Photo:
Crazy Racer
Geng Hao (Huang Bo) wasn't always a loser. A dim but well-meaning champion cyclist, he became the pitchman for a shady "masculinity tonic" and was promptly stripped of his medals and banned from professional racing when scandal erupted. Three years later, reduced to a life of anonymous disgrace as a delivery boy, Geng Hao spots the Superman-obsessed shyster who ruined him and vows vengeance, but a series of insane contrivances and mishaps, including multiple mistaken identities, a freeze-dried transsexual assassin and Taiwanese gangsters with their own Mandopop theme song all conspire to stand in his way.

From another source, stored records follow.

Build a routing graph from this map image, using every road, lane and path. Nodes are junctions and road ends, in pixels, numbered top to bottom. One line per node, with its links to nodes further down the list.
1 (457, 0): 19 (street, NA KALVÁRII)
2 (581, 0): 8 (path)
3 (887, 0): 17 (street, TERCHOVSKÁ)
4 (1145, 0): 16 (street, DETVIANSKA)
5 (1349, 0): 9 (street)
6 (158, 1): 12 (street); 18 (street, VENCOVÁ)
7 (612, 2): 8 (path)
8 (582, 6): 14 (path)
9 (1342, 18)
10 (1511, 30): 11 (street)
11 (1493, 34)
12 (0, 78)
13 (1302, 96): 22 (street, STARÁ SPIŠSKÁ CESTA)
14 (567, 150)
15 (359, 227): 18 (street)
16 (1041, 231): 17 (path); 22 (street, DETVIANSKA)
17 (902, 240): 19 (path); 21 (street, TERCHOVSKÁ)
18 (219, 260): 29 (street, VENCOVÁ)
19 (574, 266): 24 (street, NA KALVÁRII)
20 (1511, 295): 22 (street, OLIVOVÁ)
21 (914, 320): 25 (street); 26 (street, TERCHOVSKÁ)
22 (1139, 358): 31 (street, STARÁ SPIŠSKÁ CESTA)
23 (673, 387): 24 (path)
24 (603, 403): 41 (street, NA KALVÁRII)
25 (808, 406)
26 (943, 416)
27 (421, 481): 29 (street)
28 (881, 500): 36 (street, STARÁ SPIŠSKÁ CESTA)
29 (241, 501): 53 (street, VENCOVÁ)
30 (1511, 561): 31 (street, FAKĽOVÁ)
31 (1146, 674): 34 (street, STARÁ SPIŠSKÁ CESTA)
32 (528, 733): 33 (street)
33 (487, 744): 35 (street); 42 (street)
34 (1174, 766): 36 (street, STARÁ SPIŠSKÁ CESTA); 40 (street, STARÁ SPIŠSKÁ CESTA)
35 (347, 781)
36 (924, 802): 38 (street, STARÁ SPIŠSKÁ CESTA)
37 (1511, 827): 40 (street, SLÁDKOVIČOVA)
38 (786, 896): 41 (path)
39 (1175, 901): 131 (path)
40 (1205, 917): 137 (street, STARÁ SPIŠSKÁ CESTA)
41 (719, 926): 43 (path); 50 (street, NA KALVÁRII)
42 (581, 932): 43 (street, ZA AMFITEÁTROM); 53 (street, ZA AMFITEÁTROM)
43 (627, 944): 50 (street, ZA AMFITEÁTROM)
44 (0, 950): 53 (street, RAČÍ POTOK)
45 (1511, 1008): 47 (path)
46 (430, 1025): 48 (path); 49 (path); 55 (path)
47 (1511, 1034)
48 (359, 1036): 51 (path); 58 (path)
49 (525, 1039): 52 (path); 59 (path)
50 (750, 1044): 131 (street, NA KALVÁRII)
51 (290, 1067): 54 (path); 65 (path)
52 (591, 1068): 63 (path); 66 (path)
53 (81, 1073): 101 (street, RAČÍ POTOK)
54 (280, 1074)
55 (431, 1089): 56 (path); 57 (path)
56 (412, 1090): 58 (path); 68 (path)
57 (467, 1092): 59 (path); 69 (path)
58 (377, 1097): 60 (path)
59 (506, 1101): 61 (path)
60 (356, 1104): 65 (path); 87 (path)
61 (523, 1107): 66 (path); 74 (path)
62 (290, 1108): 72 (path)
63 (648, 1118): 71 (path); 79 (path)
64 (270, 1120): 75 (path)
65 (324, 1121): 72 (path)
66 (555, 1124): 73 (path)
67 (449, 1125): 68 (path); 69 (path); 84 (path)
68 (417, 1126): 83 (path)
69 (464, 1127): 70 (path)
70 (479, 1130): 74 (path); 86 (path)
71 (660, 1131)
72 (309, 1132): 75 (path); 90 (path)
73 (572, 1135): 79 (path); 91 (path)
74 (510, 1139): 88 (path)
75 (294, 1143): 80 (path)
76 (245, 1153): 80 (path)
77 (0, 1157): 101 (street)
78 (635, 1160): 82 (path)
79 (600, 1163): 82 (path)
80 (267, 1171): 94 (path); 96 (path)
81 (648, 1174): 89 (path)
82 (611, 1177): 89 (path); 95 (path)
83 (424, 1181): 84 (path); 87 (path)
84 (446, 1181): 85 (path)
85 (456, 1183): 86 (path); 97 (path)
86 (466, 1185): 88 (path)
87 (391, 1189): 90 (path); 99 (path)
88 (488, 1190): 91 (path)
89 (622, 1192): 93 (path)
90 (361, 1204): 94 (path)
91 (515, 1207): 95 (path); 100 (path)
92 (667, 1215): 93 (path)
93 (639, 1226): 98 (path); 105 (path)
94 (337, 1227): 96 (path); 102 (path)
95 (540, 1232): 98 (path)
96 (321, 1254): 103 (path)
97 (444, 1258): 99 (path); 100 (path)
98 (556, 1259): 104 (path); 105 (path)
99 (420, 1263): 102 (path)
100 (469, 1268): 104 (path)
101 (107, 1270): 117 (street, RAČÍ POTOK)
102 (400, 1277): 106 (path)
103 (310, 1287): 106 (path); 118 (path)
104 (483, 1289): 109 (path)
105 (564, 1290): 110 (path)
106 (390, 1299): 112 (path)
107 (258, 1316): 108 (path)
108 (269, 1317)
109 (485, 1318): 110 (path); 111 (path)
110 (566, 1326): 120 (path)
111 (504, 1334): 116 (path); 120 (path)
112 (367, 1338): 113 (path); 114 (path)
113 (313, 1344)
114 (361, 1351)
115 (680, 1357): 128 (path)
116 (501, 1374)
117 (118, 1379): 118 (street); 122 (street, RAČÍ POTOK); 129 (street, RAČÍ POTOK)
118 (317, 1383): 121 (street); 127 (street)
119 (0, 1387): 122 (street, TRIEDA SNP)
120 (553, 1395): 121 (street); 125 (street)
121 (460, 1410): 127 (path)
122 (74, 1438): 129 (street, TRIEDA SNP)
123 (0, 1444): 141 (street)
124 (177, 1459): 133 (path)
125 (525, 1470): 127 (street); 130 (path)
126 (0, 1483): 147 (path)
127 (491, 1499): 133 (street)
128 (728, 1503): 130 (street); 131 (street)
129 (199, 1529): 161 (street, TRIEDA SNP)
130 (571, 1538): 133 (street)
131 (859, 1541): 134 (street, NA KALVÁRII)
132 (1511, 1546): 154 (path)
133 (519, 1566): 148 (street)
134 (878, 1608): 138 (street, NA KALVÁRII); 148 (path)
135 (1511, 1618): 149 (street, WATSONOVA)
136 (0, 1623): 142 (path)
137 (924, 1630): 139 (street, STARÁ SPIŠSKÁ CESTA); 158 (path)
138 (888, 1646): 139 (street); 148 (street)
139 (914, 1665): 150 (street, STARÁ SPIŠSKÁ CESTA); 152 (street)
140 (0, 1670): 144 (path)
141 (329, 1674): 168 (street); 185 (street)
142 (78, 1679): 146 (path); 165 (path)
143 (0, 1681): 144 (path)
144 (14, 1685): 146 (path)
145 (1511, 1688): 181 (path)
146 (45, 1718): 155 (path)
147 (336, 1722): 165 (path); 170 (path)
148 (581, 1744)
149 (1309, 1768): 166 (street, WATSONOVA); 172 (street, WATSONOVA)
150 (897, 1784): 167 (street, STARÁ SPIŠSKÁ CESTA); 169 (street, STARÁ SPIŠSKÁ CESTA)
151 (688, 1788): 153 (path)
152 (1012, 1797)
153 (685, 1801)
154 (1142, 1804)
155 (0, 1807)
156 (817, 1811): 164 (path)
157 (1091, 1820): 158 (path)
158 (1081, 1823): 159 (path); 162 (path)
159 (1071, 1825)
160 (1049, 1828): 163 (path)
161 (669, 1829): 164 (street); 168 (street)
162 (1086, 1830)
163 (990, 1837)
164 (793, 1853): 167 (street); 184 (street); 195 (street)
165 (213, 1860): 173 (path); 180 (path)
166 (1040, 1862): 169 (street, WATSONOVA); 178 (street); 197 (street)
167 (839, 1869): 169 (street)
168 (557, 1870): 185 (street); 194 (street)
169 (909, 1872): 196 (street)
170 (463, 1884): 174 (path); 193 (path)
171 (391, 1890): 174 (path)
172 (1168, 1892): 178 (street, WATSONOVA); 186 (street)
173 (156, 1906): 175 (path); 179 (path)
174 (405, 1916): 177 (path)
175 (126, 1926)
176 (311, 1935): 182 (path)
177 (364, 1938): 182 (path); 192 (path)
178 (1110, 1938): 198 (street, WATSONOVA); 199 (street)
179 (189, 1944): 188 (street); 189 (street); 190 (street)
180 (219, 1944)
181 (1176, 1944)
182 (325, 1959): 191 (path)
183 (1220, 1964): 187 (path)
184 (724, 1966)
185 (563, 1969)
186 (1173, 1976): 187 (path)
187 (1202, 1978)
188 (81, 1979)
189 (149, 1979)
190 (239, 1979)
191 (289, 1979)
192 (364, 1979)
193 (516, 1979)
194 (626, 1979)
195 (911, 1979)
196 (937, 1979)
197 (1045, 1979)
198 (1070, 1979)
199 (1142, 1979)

An oldtime Hollywood farce on jacked up on speed, Crazy Racer burns rubber into NYAFF compliments of the Chinese box office super-team of director Ning Hao and star Huang Bo. Ning Hao was previously an artfilm director (Mongolian Ping Pong, Incense) who was acclaimed overseas but couldn’t get arrested back home. Finally sick of being broke, he cast an unknown Huang Bo in his nose -thumbing chaotic comedy, Crazy Stone, and made millions at the box office. Their follow-up, which earned millions more, is Crazy Racer and it’s a master class in choreographed idiocy, a demented voyage into Looney Tunes slapstick featuring intricately absurdist setpieces and exactly one flaming, flying sea turtle. Spot the spoof of the Universal Studios logo, the local undertaker's glamorous, "Mafia-style" funeral services and luxury graves, and the offhanded jeer at A Better Tomorrow, and you'll begin to understand the soaring, lunatic ambition at work here.
Ning Hao's puzzle-box narratives and gonzo gangsters are sometimes compared to Guy Ritchie's crime capers, but Ning's work is fresher, oozing with ample heart and a crackpot imagination. Screw-up or not, you won't be able to stop yourself from cheering Geng Hao on as he confronts his destiny in an impromptu marathon ride for his life.